Some of the sounds are cool, but you can hear some of the same ones used from Roadblasters, and the repetitive music will probably get on your nerves pretty quick. Voice synthesis is kind of scratchy (instructions unfold as you progress through the game - audibly and in text -- also like in Gauntlet), yet adequate, I think. The graphics aren't exactly better; even though the game's storyline is supposed to be somewhat of a spoof (again, cleavage-bearing robot creators/workers, yeah, right!), they could have been improved a little, a lot of them in the 3/4 3-D presentation is just a bit too blocky for my taste. Controls are kind of unusual, since you have to swivel around to blast everything in sight, kind of like in Xybots, but they aren't too hard to get used to and work fairly well.

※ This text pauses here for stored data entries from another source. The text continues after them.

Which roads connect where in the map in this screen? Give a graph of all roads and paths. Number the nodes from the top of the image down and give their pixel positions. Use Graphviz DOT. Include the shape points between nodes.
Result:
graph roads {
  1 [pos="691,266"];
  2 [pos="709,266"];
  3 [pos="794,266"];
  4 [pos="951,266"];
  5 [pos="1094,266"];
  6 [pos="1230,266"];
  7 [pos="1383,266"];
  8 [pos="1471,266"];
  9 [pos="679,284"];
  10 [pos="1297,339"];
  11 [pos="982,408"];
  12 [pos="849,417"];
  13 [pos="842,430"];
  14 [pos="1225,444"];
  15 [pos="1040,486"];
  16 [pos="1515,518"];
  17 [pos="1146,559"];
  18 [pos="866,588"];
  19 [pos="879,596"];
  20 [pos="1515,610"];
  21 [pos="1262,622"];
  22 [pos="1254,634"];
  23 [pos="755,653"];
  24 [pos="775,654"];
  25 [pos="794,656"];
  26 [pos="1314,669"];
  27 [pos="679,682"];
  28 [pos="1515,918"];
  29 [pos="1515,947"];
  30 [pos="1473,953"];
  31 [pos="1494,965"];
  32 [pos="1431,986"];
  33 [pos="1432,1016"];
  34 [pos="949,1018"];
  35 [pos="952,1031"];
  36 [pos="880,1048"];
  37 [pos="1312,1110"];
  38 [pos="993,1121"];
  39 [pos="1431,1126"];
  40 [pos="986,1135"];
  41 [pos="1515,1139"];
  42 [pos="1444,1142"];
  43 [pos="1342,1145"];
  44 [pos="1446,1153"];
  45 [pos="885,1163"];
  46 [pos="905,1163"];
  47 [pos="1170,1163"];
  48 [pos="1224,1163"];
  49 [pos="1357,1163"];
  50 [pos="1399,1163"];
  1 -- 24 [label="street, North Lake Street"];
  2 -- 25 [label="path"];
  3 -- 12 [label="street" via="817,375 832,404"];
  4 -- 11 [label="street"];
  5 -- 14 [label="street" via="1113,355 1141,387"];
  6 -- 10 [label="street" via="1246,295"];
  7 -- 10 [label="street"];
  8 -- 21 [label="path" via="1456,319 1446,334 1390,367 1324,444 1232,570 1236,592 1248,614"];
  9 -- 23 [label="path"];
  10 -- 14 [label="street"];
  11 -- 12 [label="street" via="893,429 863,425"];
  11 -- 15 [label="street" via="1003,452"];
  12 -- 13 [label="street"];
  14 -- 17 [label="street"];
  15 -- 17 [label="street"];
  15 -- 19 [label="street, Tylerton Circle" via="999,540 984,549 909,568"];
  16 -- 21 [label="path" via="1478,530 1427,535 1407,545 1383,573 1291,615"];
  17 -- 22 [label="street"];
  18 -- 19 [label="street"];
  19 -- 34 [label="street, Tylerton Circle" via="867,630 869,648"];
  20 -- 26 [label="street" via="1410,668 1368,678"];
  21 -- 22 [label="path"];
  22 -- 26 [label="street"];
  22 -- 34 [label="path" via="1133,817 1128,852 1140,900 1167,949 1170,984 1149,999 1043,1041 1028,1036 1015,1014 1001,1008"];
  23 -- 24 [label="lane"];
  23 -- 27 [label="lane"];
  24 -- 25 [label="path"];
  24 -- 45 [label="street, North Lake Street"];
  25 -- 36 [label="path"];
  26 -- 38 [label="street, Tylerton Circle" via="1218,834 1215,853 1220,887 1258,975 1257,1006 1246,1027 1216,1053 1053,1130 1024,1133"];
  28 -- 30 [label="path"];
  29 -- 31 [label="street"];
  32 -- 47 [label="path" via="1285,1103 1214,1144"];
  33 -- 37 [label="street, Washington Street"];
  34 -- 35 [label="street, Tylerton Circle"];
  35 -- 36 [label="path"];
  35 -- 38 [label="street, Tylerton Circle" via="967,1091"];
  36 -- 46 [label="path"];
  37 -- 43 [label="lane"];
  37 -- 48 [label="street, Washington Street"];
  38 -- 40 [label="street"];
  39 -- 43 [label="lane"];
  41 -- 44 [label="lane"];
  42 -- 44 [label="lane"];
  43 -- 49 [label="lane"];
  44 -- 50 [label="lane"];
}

Controls really suck butt when playing on an emulator, though, as this game wasn't a big hit when it was first released, and it's even more rare nowadays (wish I had played it back in the day now, although it was at an arcade expo I went to in December! Hopefully it'll be here again next time as well!). However, Greg said playing it with a PC joypad works well, as they're at Wally World for $15. So that doesn't sound bad at all, it's too difficult to get very far at all without adding credits to the game, since Atari made it a bit long in hopes people would keep on adding quarters to keep on going, as other parts of the story unfold as you go along, as there's some woman you have to find and free, among other things.

And speaking of free, I think a video game license for Snakes on a Plane is still wide open, at the time of this writing. Armed with only a stungun, you...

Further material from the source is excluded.